Beth Bernier Pratt is joining us today with her anthology Storage World. Here’s the publisher’s description.
Most storage units hold furniture, books, clothes, and all manner of junk, old and new. The Braxton family’s Storage World provides all that plus storage for … a different kind of goods. Behind the doors of Storage World one can find things magical, mythical, fantastic, and terrifying. In this collection of stories by Albuquerque’s Cyberscribes writers group, the dark emanations from the weird things stored behind Storage World’s carefully guarded doors reach out into the ordinary world, tempting and ensnaring mortals, and even bringing on the end of the world. Some doors shouldn’t be opened. Will you look inside the mysterious vaults of Storage World?
What’s Beth’s favorite bit?
BETH BERNIER PRATT
Ideas can come from anywhere. In the case of Storage World, the initial idea came from a building I drive by every morning, one of the ubiquitous businesses renting storage units to Americans who have accumulated too much stuff. It’s a funny thing, this business of renting space to store excess junk. A few generations ago it would have barely been imaginable for most people to have more things than they could store in their own home.
A funny thing about the storage place I drive by every day, I never see anyone there. The parking lot is always empty, and the razor wire topped gate is always closed. I rented a storage unit once, when I was getting a divorce and had to put my stuff somewhere when I moved out of the shared apartment. I don’t remember ever seeing anyone at that storage place when I went there either. Even in the middle of a huge urban area, it was a zone of total isolation. I often got the feeling that no one wanted to be there, because we all sensed that those units stored mostly sadness and badness.
I read and write a lot of fantasy, and it occurred to me one day, driving past that storage place, that if there were powerful beings from other dimensions living in our world, they would probably need someplace to store their powerful and weird items of magic. They’d want somewhere accessible, but not somewhere that mortals would get in and pilfer. An urban storage unit would be perfect.
I wrote my first Storage World story about a family feud over ownership of a storage business that caters to those otherworldly beings and their storage needs. I expanded the concept with a story about the first family member to rent out storage space in London in the era of gas lighting.
Did you ever have that dream where your toys came alive at night and went on adventures? As a child I used to imagine that my Barbies continued their storylines when I wasn’t there, feuding and making up again, trading dresses and shoes, raiding the refrigerator (my Barbies may have lived in a world of non-stop slumber party antics). It just never made sense to me that the party would have to stop just because I had to sleep or go to school.
At the end of a story, I sometimes feel the same way. One Monday evening I came to my writers group, plunked down my notebook, and asked if they’d like to write in a shared universe, the Storage World universe. In a group so full of talented writers, everyone has their own projects and priorities, so I had no idea what they would say.

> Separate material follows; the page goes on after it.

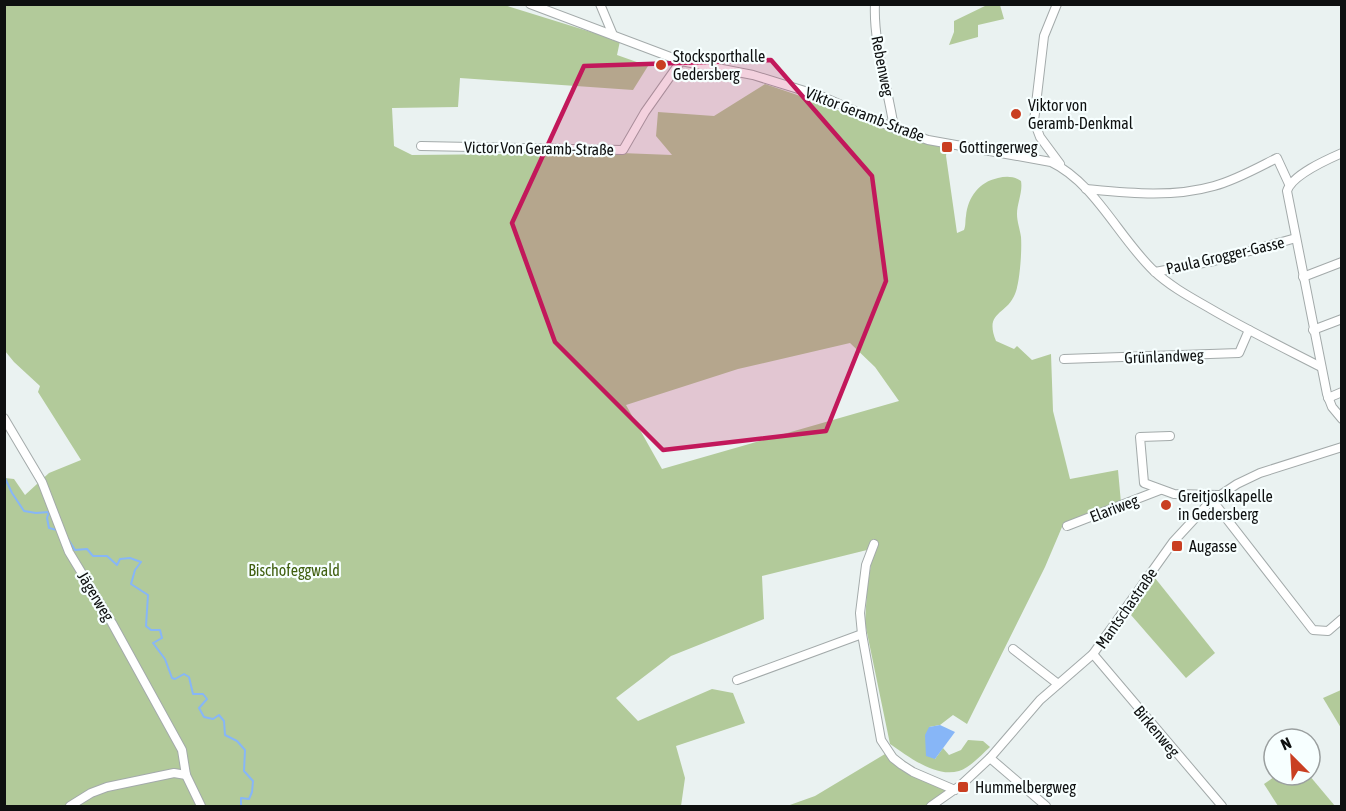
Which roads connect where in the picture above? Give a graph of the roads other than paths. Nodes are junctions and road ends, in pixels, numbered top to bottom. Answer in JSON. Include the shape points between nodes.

A few weeks later, they started showing up with stories about the maddening powers contained in Storage World, and that was it, my favorite bit. My toys had started to come to life, walking and talking and having adventures I’d never imagined. Reading the stories by my collaborators revealed things about the universe, and things about my own writing, that I didn’t know before. I saw the similarities between my stories, even when they had wildly different characters and settings. Every writer who contributed a story to the anthology added something new, different, and indispensable to the whole.
After the fun part came the tricky parts, the editing and formatting and the endless discussions of continuity. Did it matter if two stories in the anthology contradicted each other, or if there were two totally different end of Storage World as we knew it stories? Ultimately I had to decide, and I came down on the side of letting my toys play. After all, how often do you get to watch a childhood dream unfold in front of your eyes?
Beth Bernier Pratt has written two novels, Emotimancers and the Impending Feline Overmind, a fantasy with magic and cats; and Toast Points of View, a contemporary story of the ties between friends and family. She finds that her readers strongly prefer one or the other. In a previous life, Beth lived in Los Angeles and worked at Central Casting. After escaping the gravitational pull of Southern California, she settled down in Albuquerque, New Mexico, to write and raise a family.